We did not find any correlation between the reported autonomic symptoms, as expressed by the autonomic score, and the E/I ratio, which is in line with previous findings in T2D (17, 18). Autonomic symptoms in T2D seem to be unspecific and not correlated to an abnormal E/I ratio. Many of our participants reported symptoms of postural hypotension regardless of glycemic status. The explanation for this might be that many factors, other than autonomic dysfunction, influence the blood pressure response to standing up, such as anti-hypertension medication, which was present in many of our patients. Hypoglycemia unawareness was reported by some individuals in the NGT group—the most plausible explanation for this is that there might be a misinterpretation of hypoglycemia unawareness. In the DCCT trial, the number of patients with T1D reporting hypoglycemia unawareness was higher in the intensive treatment group (5). Furthermore, in this study, the majority of T2D patients reporting hypoglycemia unawareness were on insulin treatment.

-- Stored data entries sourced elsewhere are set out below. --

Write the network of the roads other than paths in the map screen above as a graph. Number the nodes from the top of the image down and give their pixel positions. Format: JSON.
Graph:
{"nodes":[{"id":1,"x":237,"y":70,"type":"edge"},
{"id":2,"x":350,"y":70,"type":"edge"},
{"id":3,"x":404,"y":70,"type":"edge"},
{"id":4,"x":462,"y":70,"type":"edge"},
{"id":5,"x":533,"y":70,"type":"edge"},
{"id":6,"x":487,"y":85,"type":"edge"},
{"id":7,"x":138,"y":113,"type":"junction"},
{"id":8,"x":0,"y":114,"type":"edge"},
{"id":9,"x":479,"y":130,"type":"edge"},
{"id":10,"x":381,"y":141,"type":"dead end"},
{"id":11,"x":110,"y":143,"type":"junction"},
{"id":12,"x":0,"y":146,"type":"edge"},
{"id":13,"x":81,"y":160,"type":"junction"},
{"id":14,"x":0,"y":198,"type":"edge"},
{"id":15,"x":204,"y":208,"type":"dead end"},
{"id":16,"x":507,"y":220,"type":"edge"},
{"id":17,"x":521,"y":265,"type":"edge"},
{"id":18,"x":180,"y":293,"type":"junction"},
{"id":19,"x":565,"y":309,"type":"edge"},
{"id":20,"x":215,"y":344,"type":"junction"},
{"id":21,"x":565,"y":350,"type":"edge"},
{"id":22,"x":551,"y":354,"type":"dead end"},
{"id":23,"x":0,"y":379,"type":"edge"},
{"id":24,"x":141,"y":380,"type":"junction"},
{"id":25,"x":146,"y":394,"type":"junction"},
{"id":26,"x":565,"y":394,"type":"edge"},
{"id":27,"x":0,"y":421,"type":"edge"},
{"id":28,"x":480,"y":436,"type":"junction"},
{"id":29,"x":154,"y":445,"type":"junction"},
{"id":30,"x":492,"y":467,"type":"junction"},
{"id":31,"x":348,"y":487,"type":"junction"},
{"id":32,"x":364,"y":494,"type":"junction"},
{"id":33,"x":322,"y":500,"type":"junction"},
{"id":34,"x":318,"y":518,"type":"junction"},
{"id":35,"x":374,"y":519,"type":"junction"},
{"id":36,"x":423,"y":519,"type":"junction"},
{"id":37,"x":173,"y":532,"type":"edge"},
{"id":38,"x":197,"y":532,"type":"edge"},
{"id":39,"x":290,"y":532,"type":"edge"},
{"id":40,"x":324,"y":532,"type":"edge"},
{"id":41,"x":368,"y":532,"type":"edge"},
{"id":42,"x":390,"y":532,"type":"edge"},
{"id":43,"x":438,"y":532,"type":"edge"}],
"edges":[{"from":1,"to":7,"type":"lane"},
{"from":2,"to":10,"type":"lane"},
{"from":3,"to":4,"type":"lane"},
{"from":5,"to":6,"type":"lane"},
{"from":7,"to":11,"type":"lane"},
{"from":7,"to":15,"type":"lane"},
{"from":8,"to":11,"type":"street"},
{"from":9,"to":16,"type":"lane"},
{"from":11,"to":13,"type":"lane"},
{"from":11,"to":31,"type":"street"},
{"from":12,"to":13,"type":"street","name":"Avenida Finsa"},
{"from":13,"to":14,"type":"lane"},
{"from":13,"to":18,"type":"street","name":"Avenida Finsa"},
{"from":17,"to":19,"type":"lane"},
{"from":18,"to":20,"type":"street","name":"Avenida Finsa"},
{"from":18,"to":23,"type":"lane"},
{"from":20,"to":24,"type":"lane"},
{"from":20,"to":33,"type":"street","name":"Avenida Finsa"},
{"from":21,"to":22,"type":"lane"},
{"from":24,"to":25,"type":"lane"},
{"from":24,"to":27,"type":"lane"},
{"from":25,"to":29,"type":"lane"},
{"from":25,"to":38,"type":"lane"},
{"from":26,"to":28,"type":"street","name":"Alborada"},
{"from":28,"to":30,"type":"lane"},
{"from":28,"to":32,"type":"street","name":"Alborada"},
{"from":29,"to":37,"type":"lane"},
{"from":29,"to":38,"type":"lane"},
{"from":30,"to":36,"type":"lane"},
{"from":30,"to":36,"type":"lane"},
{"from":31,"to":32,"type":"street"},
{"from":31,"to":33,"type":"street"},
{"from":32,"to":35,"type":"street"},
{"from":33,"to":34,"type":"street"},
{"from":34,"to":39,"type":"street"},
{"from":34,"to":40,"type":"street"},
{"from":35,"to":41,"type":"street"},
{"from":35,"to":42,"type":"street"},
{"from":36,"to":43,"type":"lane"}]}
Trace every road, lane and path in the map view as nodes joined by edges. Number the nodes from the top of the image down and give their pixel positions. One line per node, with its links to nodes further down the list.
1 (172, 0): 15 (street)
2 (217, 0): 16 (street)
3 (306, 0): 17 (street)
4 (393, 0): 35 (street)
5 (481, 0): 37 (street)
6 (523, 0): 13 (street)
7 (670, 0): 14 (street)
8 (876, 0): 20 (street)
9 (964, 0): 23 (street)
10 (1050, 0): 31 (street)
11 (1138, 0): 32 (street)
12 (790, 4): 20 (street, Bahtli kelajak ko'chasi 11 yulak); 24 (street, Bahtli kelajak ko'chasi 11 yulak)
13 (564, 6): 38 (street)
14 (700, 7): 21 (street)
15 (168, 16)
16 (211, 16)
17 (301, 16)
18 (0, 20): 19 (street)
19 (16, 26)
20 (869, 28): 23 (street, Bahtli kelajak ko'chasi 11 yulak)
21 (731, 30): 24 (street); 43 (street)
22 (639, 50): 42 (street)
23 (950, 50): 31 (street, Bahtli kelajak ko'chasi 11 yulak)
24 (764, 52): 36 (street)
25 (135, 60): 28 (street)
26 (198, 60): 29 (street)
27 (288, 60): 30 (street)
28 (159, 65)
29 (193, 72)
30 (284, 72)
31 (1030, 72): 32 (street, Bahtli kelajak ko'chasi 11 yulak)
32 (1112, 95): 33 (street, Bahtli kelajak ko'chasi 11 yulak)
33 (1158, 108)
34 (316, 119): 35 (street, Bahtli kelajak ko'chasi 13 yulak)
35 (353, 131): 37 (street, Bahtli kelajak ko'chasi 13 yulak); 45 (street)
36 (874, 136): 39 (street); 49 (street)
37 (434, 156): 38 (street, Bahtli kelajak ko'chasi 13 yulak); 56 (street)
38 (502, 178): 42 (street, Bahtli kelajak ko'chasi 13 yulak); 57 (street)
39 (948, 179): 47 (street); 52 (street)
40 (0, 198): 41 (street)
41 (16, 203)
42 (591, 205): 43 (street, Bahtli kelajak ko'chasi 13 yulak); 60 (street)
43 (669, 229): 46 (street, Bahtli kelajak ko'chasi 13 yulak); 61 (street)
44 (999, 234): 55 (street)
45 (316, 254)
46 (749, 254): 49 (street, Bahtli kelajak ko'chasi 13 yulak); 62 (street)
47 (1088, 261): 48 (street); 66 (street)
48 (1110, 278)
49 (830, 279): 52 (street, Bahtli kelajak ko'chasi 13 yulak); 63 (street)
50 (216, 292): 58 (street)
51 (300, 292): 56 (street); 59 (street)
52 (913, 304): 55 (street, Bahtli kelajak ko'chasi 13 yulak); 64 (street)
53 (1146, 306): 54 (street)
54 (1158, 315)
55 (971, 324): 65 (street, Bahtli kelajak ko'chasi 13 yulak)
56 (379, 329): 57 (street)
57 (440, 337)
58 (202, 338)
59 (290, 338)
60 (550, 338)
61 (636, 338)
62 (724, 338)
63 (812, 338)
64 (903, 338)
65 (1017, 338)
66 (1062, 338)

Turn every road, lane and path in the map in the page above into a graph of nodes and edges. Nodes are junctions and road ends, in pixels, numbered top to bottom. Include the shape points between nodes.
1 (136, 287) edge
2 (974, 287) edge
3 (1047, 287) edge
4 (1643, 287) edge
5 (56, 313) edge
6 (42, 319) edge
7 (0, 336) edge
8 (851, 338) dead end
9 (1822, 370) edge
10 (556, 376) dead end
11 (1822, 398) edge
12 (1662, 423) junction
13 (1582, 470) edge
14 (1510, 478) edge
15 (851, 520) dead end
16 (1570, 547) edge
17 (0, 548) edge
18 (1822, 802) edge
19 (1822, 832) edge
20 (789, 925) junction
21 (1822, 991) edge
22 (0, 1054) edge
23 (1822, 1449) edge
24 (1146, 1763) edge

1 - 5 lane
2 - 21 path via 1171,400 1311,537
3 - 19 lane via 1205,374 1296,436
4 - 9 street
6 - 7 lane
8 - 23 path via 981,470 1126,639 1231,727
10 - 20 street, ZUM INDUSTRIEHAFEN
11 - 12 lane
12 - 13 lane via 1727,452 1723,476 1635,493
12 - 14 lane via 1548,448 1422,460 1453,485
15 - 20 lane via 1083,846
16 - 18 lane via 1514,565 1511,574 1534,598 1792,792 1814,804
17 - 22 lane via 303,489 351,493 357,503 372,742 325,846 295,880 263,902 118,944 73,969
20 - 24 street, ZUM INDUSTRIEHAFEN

Erectile dysfunction is an unreliable marker of autonomic neuropathy since the pathogenesis of such symptoms is multifactorial and may be related to aging (19). Hypoglycemia unawareness and gustatory sweating are considered more reliable symptoms in the diagnosis of autonomic dysfunction. They probably appear later in the disease trajectory and indicate more severe nerve damage (20). However, as Vinik et al. conclude in their review from 2003 (19), there is conflicting evidence regarding the association between autonomic dysfunction and hypoglycemia unawareness. In our data, very few of the patients who reported autonomic symptoms actually had an abnormal E/I ratio, which suggests that the correlation is weak between the E/I ratio and symptom manifestations. We do, however, see that the T2D patients experience more autonomic symptoms over time, whereas the individuals with NGT did not increase their ASS. As we have no data on individual parameters of the ASS from baseline, these figures are not presented.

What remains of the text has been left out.